= Beginning of Section =

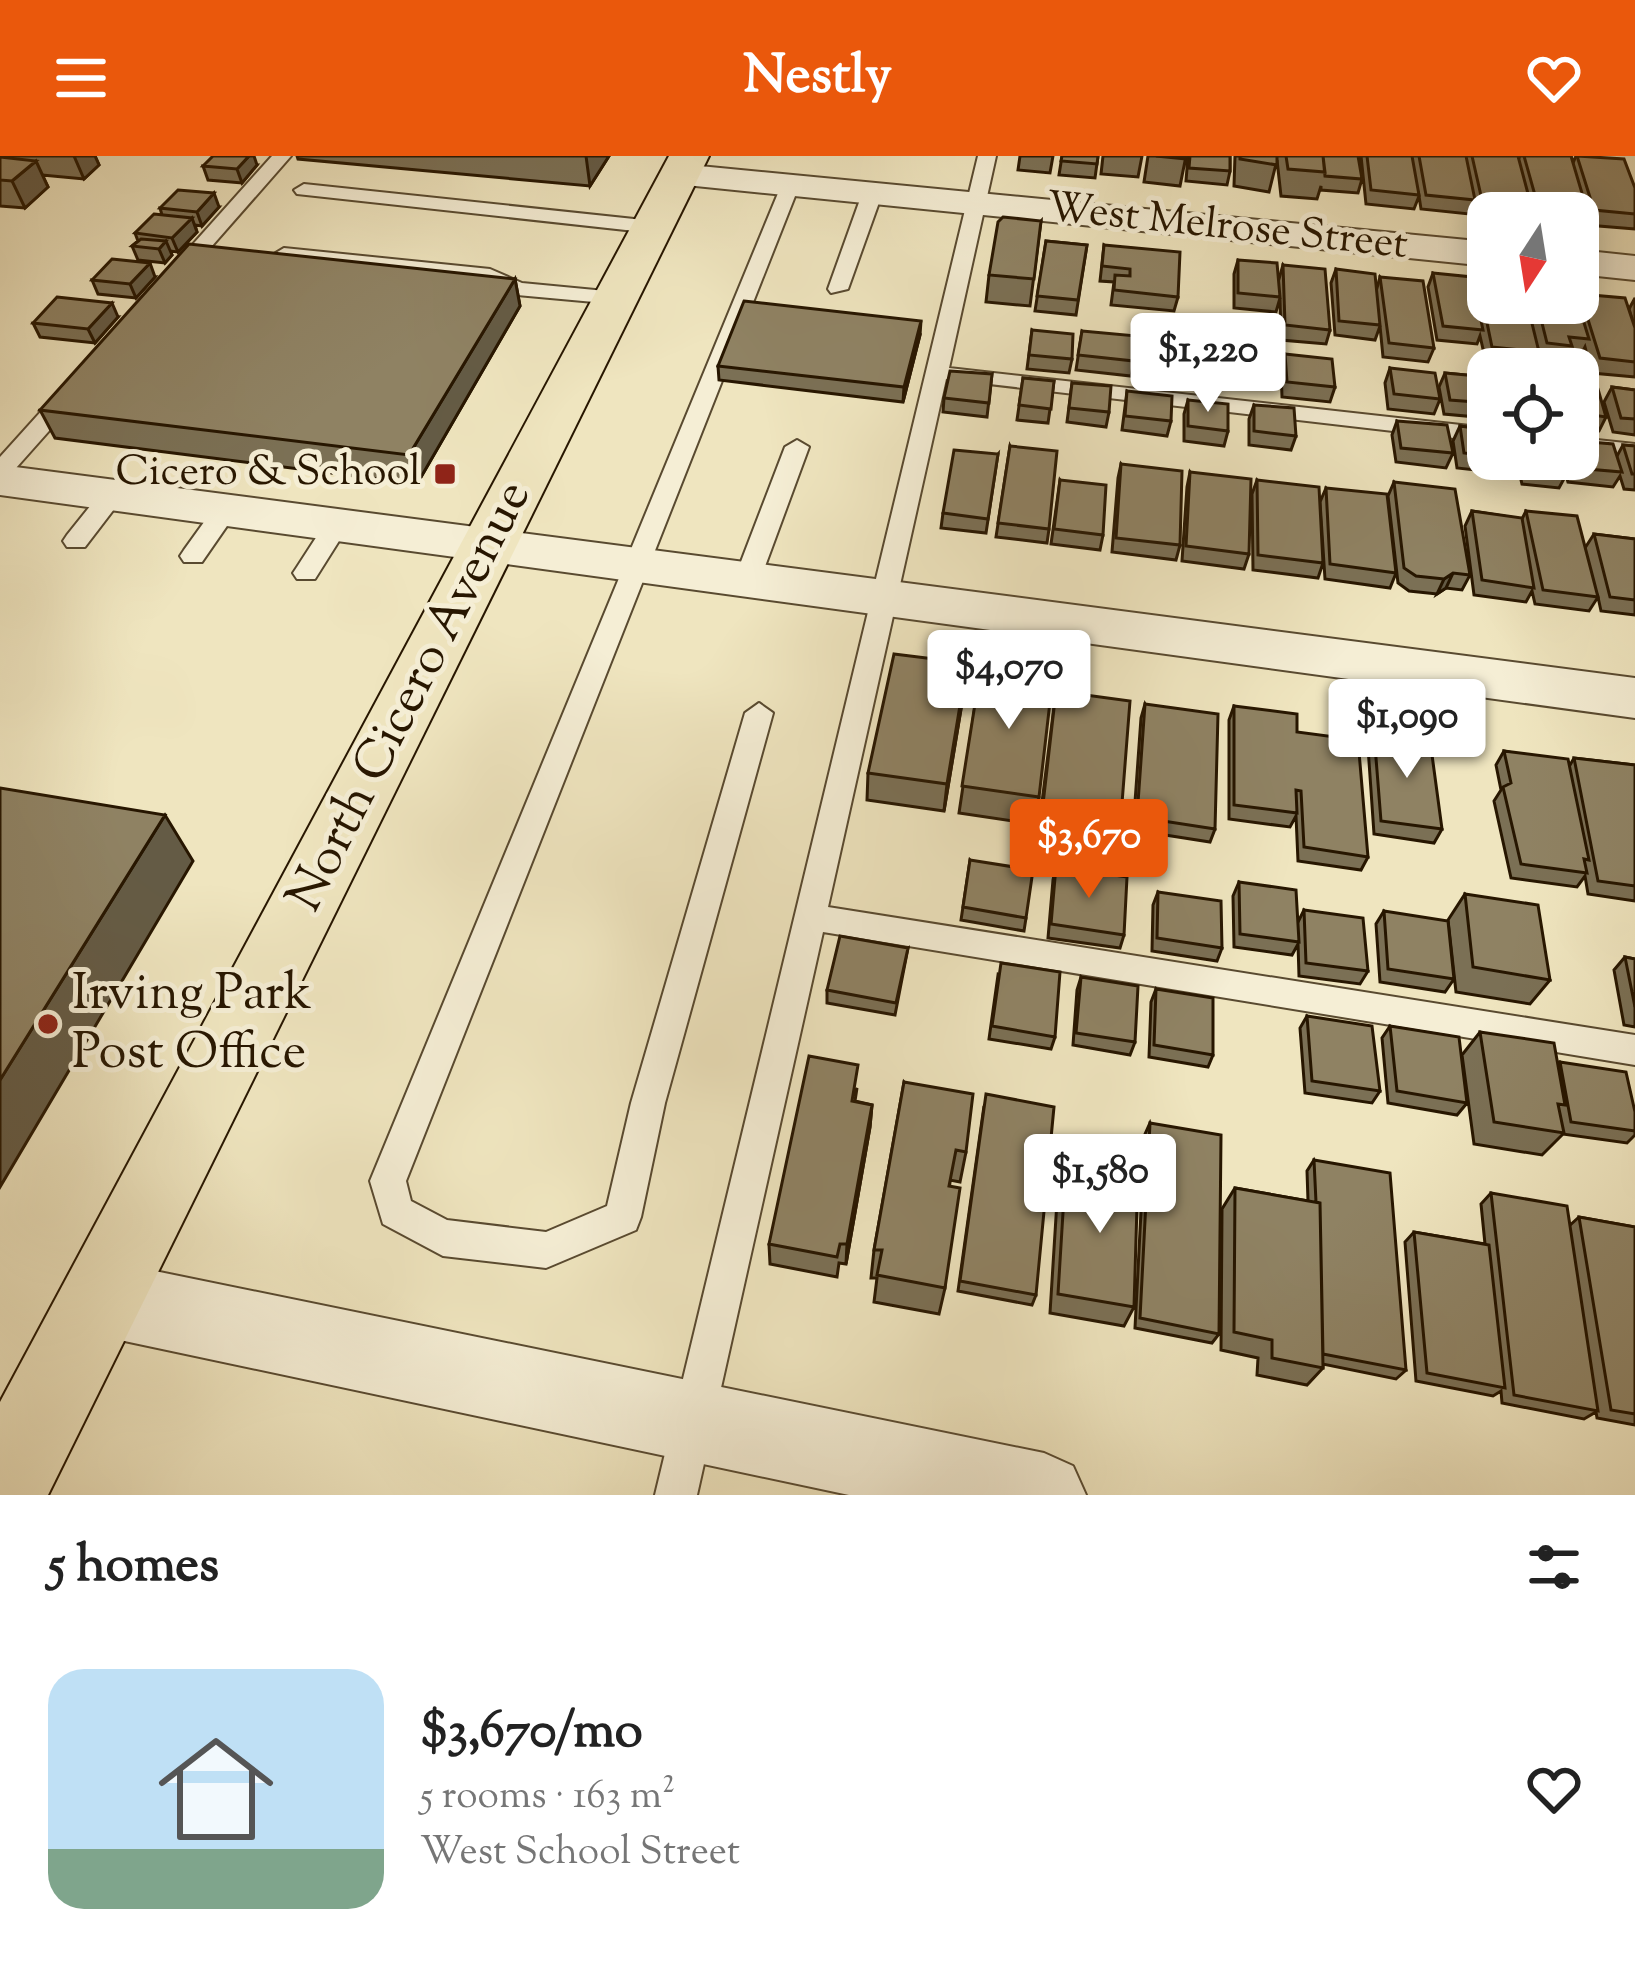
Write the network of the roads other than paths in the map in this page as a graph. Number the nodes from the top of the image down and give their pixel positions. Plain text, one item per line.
1 (282, 156) edge
2 (987, 156) edge
3 (684, 166) edge
4 (790, 186) junction
5 (304, 190) dead end
6 (872, 194) junction
7 (976, 204) junction
8 (653, 227) junction
9 (1467, 252) edge
10 (284, 254) edge
11 (1599, 264) edge
12 (1635, 268) edge
13 (838, 289) dead end
14 (161, 291) edge
15 (616, 298) junction
16 (937, 373) junction
17 (86, 376) edge
18 (1467, 433) edge
19 (797, 447) dead end
20 (1599, 448) edge
21 (1635, 452) edge
22 (0, 476) edge
23 (112, 495) junction
24 (226, 510) junction
25 (337, 525) junction
26 (76, 541) dead end
27 (489, 544) junction
28 (193, 556) dead end
29 (636, 565) junction
30 (306, 573) dead end
31 (747, 580) junction
32 (885, 598) junction
33 (1635, 698) edge
34 (759, 713) dead end
35 (810, 916) junction
36 (1635, 1050) edge
37 (100, 1298) junction
38 (684, 1458) edge
39 (1, 1490) edge
40 (1044, 1495) edge

1 - 14 lane
2 - 7 lane
3 - 4 street, West Melrose Street
3 - 8 main road, North Cicero Avenue
4 - 6 street, West Melrose Street
4 - 29 lane
5 - 8 lane
6 - 7 street, West Melrose Street
6 - 13 lane
7 - 9 street, West Melrose Street
7 - 16 lane
8 - 15 main road, North Cicero Avenue
10 - 15 lane
11 - 12 street
15 - 27 main road, North Cicero Avenue
16 - 18 lane
16 - 32 lane
17 - 22 lane
19 - 31 lane
20 - 21 lane
22 - 23 street
23 - 24 street
23 - 26 lane
24 - 25 street
24 - 28 lane
25 - 27 street
25 - 30 lane
27 - 29 street
27 - 37 main road, North Cicero Avenue
29 - 31 street
29 - 34 lane
31 - 32 street
32 - 33 street
32 - 35 lane
35 - 36 lane
35 - 38 lane
37 - 38 street
37 - 39 main road, North Cicero Avenue
38 - 40 street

= End of Section =

About this task> Check every line of the data, and copy the ones that contain "dead".

Result of this exercise>
5 (304, 190) dead end
13 (838, 289) dead end
19 (797, 447) dead end
26 (76, 541) dead end
28 (193, 556) dead end
30 (306, 573) dead end
34 (759, 713) dead end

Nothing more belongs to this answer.